▸ GIVEN RECORDS:
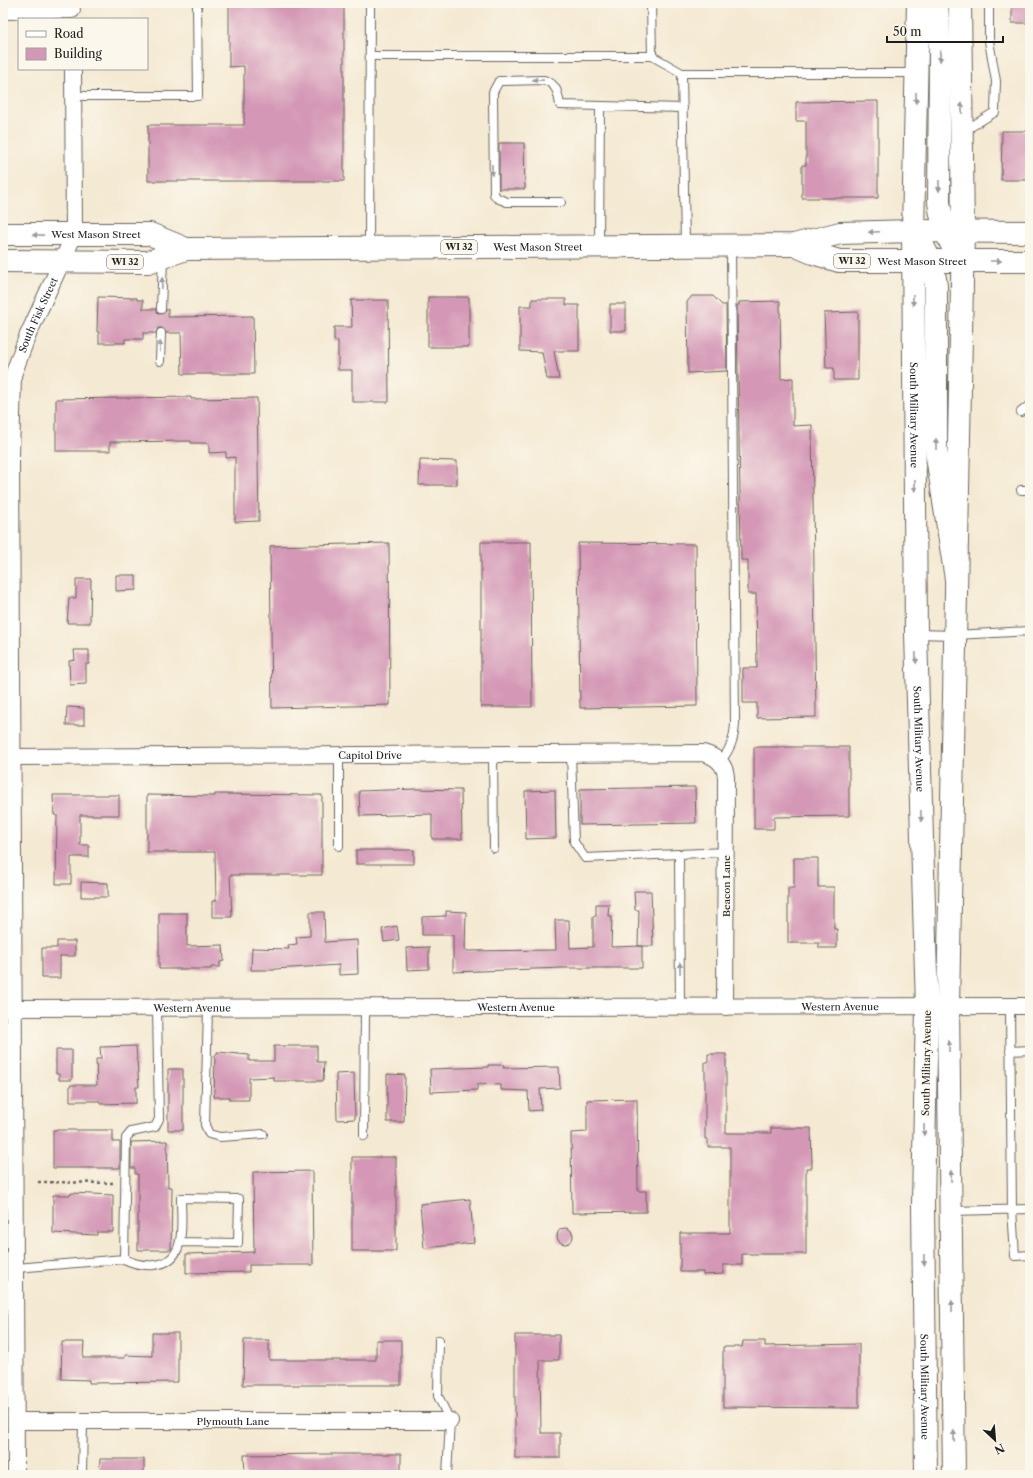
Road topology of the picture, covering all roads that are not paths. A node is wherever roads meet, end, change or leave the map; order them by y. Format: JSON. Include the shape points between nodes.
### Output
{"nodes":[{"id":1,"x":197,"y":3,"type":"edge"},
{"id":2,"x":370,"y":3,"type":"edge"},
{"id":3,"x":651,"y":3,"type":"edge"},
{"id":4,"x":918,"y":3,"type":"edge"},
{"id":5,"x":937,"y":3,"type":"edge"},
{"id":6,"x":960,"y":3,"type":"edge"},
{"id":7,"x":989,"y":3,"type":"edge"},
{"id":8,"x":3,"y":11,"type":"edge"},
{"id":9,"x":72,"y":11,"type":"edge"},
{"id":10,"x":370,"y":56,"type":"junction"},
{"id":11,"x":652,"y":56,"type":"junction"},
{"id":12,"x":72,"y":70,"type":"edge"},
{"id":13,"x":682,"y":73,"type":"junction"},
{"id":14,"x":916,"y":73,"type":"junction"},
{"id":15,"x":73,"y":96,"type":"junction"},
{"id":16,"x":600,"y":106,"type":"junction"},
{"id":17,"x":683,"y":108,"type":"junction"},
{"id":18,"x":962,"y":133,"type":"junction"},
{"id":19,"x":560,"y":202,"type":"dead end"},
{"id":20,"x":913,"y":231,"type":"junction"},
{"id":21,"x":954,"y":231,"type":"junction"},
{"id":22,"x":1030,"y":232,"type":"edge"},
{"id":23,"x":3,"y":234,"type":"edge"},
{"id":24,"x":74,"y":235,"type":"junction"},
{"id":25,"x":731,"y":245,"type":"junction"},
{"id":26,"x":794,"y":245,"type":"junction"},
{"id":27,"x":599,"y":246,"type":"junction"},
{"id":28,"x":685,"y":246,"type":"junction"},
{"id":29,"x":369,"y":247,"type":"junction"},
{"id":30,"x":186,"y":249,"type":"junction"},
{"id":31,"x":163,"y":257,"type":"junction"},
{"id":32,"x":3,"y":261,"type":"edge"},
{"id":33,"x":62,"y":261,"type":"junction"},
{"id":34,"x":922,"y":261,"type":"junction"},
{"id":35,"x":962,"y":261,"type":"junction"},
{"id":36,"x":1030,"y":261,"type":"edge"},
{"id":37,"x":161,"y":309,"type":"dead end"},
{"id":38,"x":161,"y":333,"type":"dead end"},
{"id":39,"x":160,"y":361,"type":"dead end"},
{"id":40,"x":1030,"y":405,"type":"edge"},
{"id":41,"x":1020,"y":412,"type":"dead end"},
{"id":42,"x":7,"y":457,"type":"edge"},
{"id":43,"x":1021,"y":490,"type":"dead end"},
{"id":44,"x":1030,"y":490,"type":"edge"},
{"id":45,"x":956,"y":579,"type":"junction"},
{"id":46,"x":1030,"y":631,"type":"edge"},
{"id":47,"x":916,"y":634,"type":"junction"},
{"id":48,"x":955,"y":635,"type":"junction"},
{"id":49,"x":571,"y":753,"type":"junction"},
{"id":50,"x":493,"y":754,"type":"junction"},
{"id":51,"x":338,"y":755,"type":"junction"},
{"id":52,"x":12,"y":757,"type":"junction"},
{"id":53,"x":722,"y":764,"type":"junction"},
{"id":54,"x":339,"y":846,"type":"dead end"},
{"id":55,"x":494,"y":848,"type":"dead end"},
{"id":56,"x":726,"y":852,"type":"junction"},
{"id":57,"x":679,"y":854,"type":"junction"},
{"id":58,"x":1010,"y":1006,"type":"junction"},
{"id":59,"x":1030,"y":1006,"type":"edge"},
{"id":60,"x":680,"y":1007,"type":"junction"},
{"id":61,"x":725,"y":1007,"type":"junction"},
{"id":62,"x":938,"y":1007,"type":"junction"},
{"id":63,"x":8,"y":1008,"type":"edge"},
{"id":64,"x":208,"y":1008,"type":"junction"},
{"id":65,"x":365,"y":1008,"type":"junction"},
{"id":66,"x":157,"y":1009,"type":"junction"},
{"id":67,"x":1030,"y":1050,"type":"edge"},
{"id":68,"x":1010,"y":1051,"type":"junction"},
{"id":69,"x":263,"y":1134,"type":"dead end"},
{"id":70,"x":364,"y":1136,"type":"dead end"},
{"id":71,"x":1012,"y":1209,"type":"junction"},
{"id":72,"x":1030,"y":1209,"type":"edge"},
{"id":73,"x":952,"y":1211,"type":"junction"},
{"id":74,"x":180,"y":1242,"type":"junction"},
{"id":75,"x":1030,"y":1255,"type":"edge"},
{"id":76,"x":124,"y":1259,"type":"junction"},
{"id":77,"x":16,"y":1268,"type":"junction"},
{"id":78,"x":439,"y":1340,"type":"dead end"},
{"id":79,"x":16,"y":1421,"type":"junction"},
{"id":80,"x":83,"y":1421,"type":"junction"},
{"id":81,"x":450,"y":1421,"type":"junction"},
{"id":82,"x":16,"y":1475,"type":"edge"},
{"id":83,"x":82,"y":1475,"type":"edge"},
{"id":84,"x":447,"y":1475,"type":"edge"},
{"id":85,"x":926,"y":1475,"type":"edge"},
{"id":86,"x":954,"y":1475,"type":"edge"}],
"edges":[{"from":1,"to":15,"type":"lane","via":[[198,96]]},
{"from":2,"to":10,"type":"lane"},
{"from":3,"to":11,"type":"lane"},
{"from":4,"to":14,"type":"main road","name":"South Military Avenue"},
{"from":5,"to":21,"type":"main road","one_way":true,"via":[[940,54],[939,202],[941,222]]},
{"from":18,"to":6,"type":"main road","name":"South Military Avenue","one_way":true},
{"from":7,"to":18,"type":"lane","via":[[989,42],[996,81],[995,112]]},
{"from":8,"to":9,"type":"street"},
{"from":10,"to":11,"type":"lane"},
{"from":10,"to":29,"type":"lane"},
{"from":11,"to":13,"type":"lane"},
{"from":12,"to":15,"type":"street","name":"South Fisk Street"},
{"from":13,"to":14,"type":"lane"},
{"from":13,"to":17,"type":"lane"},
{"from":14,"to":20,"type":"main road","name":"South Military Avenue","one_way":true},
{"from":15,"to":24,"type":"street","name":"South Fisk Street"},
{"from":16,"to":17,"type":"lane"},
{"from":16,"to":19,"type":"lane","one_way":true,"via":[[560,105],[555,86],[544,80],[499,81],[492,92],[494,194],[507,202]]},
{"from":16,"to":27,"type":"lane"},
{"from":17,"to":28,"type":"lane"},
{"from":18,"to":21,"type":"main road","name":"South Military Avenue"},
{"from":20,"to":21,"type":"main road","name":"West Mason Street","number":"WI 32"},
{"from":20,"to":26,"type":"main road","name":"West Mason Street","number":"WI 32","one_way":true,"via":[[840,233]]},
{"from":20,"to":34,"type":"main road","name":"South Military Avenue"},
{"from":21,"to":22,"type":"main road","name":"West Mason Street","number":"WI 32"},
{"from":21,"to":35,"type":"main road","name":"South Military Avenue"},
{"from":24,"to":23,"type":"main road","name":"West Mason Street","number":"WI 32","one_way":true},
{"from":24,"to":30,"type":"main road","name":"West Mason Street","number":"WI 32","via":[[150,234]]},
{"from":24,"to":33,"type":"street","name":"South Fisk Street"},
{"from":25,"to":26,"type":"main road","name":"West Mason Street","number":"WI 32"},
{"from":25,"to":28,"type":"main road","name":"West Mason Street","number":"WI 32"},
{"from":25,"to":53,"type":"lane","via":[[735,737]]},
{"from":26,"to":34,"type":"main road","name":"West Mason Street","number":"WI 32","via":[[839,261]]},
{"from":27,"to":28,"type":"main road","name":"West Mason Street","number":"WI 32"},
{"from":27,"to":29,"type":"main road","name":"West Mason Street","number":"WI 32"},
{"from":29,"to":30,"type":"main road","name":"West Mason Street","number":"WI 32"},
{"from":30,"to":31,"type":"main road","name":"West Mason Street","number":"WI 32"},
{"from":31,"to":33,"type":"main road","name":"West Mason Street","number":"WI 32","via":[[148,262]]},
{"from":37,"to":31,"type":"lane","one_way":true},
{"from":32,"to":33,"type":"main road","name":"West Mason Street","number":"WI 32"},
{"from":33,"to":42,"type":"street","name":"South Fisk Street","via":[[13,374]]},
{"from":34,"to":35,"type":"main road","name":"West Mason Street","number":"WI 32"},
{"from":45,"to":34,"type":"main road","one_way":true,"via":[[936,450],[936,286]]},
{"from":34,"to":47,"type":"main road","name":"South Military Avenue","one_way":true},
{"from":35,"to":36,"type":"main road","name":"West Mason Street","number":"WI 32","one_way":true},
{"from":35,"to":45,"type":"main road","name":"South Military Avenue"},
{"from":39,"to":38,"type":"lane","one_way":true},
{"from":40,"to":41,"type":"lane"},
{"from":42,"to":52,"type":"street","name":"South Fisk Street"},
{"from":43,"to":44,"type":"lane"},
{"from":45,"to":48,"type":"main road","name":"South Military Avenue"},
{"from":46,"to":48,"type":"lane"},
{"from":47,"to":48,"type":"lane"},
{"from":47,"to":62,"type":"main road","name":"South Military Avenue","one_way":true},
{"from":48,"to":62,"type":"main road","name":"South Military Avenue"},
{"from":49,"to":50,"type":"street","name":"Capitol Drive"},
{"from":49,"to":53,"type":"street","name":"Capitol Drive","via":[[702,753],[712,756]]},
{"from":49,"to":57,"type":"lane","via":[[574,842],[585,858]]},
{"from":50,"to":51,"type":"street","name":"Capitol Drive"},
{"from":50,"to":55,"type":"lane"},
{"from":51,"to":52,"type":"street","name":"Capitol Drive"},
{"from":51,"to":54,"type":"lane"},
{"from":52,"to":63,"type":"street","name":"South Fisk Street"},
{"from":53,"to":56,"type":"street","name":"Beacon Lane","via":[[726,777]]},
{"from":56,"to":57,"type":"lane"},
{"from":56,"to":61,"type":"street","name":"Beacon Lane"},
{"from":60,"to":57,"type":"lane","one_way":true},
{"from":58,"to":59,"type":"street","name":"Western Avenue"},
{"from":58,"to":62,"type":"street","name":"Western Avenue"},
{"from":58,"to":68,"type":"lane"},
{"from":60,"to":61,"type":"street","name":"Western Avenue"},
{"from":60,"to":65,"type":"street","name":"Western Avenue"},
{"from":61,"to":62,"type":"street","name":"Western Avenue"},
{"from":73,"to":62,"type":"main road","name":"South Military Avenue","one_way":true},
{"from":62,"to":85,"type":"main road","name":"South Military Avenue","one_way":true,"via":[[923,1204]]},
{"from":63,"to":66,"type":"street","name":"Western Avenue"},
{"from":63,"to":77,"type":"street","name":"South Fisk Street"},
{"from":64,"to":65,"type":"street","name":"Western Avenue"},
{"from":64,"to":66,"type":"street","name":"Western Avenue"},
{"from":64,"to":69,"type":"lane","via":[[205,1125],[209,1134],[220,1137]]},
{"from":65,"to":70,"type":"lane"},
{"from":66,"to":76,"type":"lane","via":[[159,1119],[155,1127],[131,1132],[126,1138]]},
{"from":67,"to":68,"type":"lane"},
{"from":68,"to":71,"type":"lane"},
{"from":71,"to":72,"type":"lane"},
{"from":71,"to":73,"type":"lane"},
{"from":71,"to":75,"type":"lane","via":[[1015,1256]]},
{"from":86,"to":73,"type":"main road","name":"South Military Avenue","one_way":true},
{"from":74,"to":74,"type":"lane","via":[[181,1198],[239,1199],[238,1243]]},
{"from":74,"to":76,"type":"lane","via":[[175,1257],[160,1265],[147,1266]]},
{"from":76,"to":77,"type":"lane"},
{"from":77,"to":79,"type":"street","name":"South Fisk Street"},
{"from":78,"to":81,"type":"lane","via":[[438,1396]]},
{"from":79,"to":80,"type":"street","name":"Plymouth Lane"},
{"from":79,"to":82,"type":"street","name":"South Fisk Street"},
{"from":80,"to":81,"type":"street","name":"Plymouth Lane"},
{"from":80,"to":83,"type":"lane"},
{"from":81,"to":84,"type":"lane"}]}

▸ EXERCISE DIRECTIONS: Search the entries for the word "Fisk", then gather every line that has it.

▸ ANSWER TO THE PROBLEM:
{"from":12,"to":15,"type":"street","name":"South Fisk Street"},
{"from":15,"to":24,"type":"street","name":"South Fisk Street"},
{"from":24,"to":33,"type":"street","name":"South Fisk Street"},
{"from":33,"to":42,"type":"street","name":"South Fisk Street","via":[[13,374]]},
{"from":42,"to":52,"type":"street","name":"South Fisk Street"},
{"from":52,"to":63,"type":"street","name":"South Fisk Street"},
{"from":63,"to":77,"type":"street","name":"South Fisk Street"},
{"from":77,"to":79,"type":"street","name":"South Fisk Street"},
{"from":79,"to":82,"type":"street","name":"South Fisk Street"},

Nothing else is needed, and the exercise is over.